The main responsibilities of the new role will be to interact with PyPI users and process support requests in the following areas:
- Account recovery
- Project name requests
- Organization requests
- Project limit requests
- Malware/spam/abuse reports
- End-user support
The position is 100% remote, and applicants from around the world are welcome to apply before the May 1, 2024 deadline.
NumPy 2 Release Candidate Available
NumPy is a fundamental package in the data science space. The library provides in-memory N-dimensional arrays and many functions for fast operations on those arrays.
You can work with NumPy arrays directly, although often you’ll instead interact with libraries like pandas, SciPy, or NetworkX that rely on NumPy under the hood.
NumPy has a long and successful history and has arguably been one important reason for Python’s success as a data analysis tool. To improve on many of the internals of the library, NumPy 2 will be backward incompatible.
Many of the changes will happen in NumPy’s C-API, which will typically only affect other library developers. If your code only uses NumPy arrays and corresponding functions, you won’t notice these changes. Instead, you should be aware that some constants and functions are renamed and deprecated.
For example, you can express infinity as either np.inf
, np.Infinity
, or np.PINF
. In NumPy 2, only np.inf
will be available. To help you find these kinds of issues, you can use Ruff and the special linter rule NPY201.

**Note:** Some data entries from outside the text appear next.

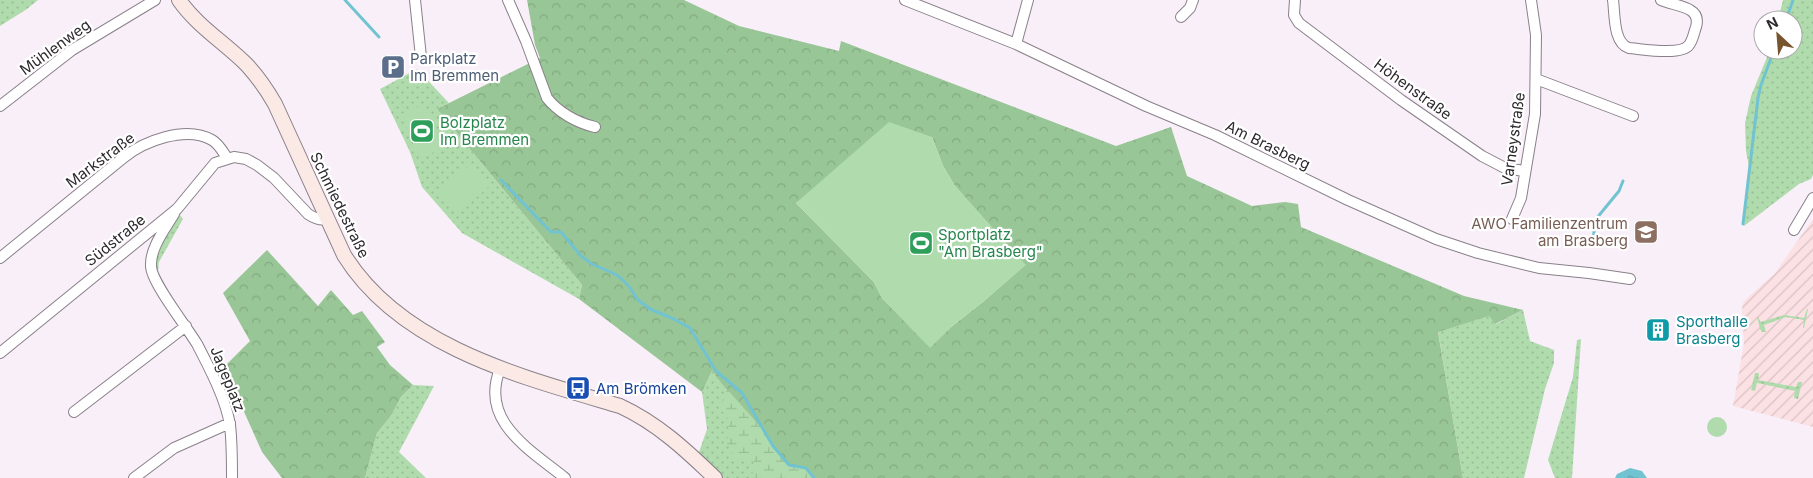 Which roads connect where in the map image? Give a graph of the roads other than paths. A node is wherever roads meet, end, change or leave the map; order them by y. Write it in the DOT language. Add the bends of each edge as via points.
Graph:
graph roads {
  1 [pos="155,0"];
  2 [pos="178,0"];
  3 [pos="416,0"];
  4 [pos="508,0"];
  5 [pos="905,0"];
  6 [pos="1028,0"];
  7 [pos="1193,0"];
  8 [pos="1295,0"];
  9 [pos="1531,0"];
  10 [pos="1613,0"];
  11 [pos="1661,0"];
  12 [pos="1181,17"];
  13 [pos="1016,44"];
  14 [pos="421,57"];
  15 [pos="1536,79"];
  16 [pos="0,106"];
  17 [pos="1633,116"];
  18 [pos="595,126"];
  19 [pos="227,158"];
  20 [pos="1524,171"];
  21 [pos="1813,198"];
  22 [pos="177,209"];
  23 [pos="327,219"];
  24 [pos="1512,219"];
  25 [pos="1794,230"];
  26 [pos="0,258"];
  27 [pos="1630,279"];
  28 [pos="186,326"];
  29 [pos="0,353"];
  30 [pos="500,369"];
  31 [pos="74,412"];
  32 [pos="230,424"];
  33 [pos="134,478"];
  34 [pos="232,478"];
  35 [pos="565,478"];
  36 [pos="716,478"];
  1 -- 16 [label="street, Mühlenweg" via="72,50"];
  2 -- 23 [label="main road, Schmiedestraße" via="205,29 246,64 264,86"];
  3 -- 14 [label="street"];
  4 -- 18 [label="street" via="548,98 566,114 583,124"];
  5 -- 13 [label="street, Am Brasberg"];
  6 -- 13 [label="street"];
  7 -- 12 [label="street"];
  8 -- 20 [label="street, Höhenstraße" via="1294,15 1299,23 1401,100 1482,156 1505,168"];
  9 -- 15 [label="street, Varneystraße" via="1536,35"];
  10 -- 11 [label="street" via="1618,37 1623,46 1684,50 1691,43 1697,18 1691,10"];
  13 -- 27 [label="street, Am Brasberg" via="1436,239 1478,254 1539,268"];
  15 -- 17 [label="street"];
  15 -- 20 [label="street, Varneystraße" via="1535,114"];
  19 -- 22 [label="street, Südstraße" via="215,163"];
  19 -- 23 [label="street" via="246,159 268,172 308,214"];
  19 -- 26 [label="street, Markstraße" via="213,140 203,136 175,136 142,145"];
  20 -- 24 [label="street, Varneystraße" via="1521,198"];
  21 -- 25 [label="street"];
  22 -- 28 [label="street, Jageplatz" via="154,248 151,265 157,282"];
  22 -- 29 [label="street, Südstraße"];
  23 -- 30 [label="main road, Schmiedestraße" via="357,275 380,299 441,341"];
  28 -- 31 [label="street"];
  28 -- 32 [label="street, Jageplatz" via="213,376"];
  30 -- 35 [label="street" via="496,392 505,426"];
  30 -- 36 [label="main road, Schmiedestraße" via="638,414 672,438"];
  32 -- 33 [label="street" via="174,448"];
  32 -- 34 [label="street, Jageplatz"];
} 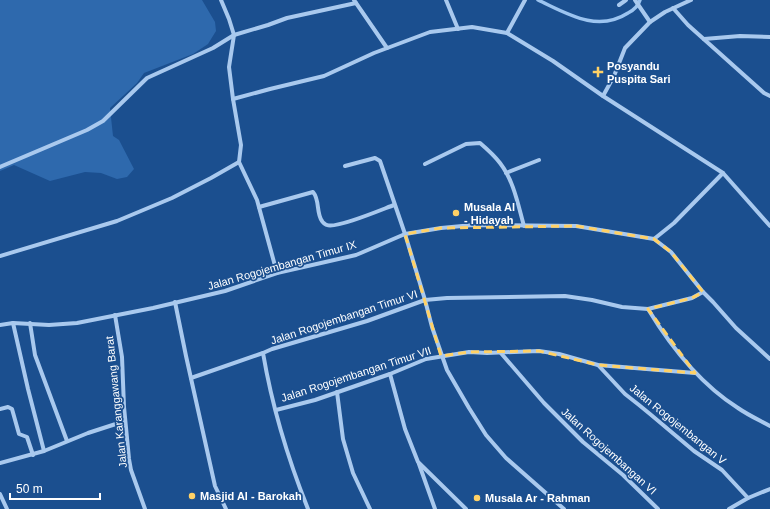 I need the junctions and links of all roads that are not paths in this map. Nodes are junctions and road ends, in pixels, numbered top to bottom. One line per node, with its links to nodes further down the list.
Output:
1 (221, 0): 13 (street)
2 (446, 0): 11 (street)
3 (626, 0): 8 (street)
4 (635, 0): 10 (street)
5 (691, 0): 9 (street)
6 (355, 2): 13 (street); 16 (street)
7 (524, 2): 12 (street)
8 (619, 5)
9 (673, 8): 10 (street); 15 (street)
10 (650, 22): 17 (street)
11 (458, 29): 12 (street); 16 (street)
12 (507, 33): 17 (street)
13 (234, 35): 19 (street); 24 (street)
14 (770, 37): 15 (street)
15 (704, 39): 18 (street)
16 (387, 48): 19 (street)
17 (603, 96): 26 (street)
18 (770, 96)
19 (233, 99): 21 (street)
20 (539, 160): 25 (street)
21 (239, 162): 28 (street); 33 (street)
22 (425, 164): 25 (street)
23 (345, 166): 27 (street)
24 (0, 167)
25 (506, 173): 29 (street)
26 (723, 174): 30 (street); 32 (street)
27 (394, 205): 28 (street); 31 (street)
28 (259, 207): 34 (street)
29 (524, 226): 31 (street, Jalan Rogojembangan Timur IX); 32 (street, Jalan Rogojembangan Timur IX)
30 (770, 226)
31 (405, 234): 34 (street, Jalan Rogojembangan Timur IX); 36 (street)
32 (654, 239): 35 (street)
33 (0, 256)
34 (277, 274): 37 (street, Jalan Rogojembangan Timur IX)
35 (703, 292): 38 (street, Jalan Rogojembangan Timur VI); 46 (street)
36 (425, 300): 38 (street, Jalan Rogojembangan Timur VI); 44 (street, Jalan Rogojembangan Timur VI); 45 (street)
37 (176, 302): 39 (street); 50 (street)
38 (648, 309): 48 (street)
39 (115, 315): 41 (street); 54 (street, Jalan Karanggawang Barat)
40 (14, 322): 41 (street); 42 (street); 57 (street)
41 (30, 323): 56 (street)
42 (0, 325)
43 (500, 352): 45 (street, Jalan Rogojembangan Timur VII); 47 (street, Jalan Rogojembangan Timur VII); 72 (street, Jalan Rogojembangan VI)
44 (262, 353): 50 (street); 53 (street, Jalan Rogojembangan Timur VI)
45 (441, 356): 49 (street, Jalan Rogojembangan Timur VII); 71 (street)
46 (770, 359)
47 (598, 364): 48 (street, Jalan Rogojembangan Timur VII); 63 (street, Jalan Rogojembangan V)
48 (695, 373): 55 (street)
49 (390, 374): 51 (street, Jalan Rogojembangan Timur VII); 59 (street)
50 (191, 378): 66 (street)
51 (337, 392): 53 (street, Jalan Rogojembangan Timur VII); 68 (street)
52 (0, 409): 58 (street)
53 (276, 410): 67 (street, Jalan Rogojembangan Timur VI)
54 (125, 421): 56 (street); 65 (street, Jalan Karanggawang Barat)
55 (770, 426)
56 (67, 441): 57 (street)
57 (44, 451): 58 (street)
58 (33, 455): 60 (street)
59 (418, 462): 69 (street); 70 (street)
60 (0, 464)
61 (770, 489): 63 (street)
62 (0, 494): 64 (street)
63 (748, 498): 73 (street)
64 (7, 509)
65 (145, 509)
66 (226, 509)
67 (308, 509)
68 (370, 509)
69 (435, 509)
70 (466, 509)
71 (564, 509)
72 (658, 509)
73 (729, 509)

If you want to experiment with the new version of NumPy, you can install the release candidate by creating a new virtual environment and running the following pip
command:
$ python -m pip install --pre numpy
The --pre
flag specifies that you want the latest pre-release available. You can then play with the new release in your REPL:
>>> import numpy as np
>>> np.__version__
'2.0.0rc1'
>>> np.inf
inf
>>> np.Infinity
Traceback (most recent call last):
...
AttributeError: `np.Infinity` was removed in the NumPy 2.0 release.
Use `np.inf` instead. Did you mean: 'isfinite'?
In this example, you check the version of NumPy and note that np.Infinity
has been removed.
To learn more about the new version, have a look at the migration guide or dive into the NumPy Enhancement Proposals.
What’s Next for Python?
All new features that are slated for Python 3.13 must be implemented before the first beta version is released in May 2024. It’s exciting to follow the flurry of development happening up to the deadline.
The last month provided several new developments for you to follow. You can now build a free-threaded version of Python and experiment with disabling the GIL. If you’re a NumPy user, you can test the first release candidate of NumPy 2 and ensure that it works with your code.
What’s your favorite Python news story from March? Let us know in the comments. Happy Pythoning!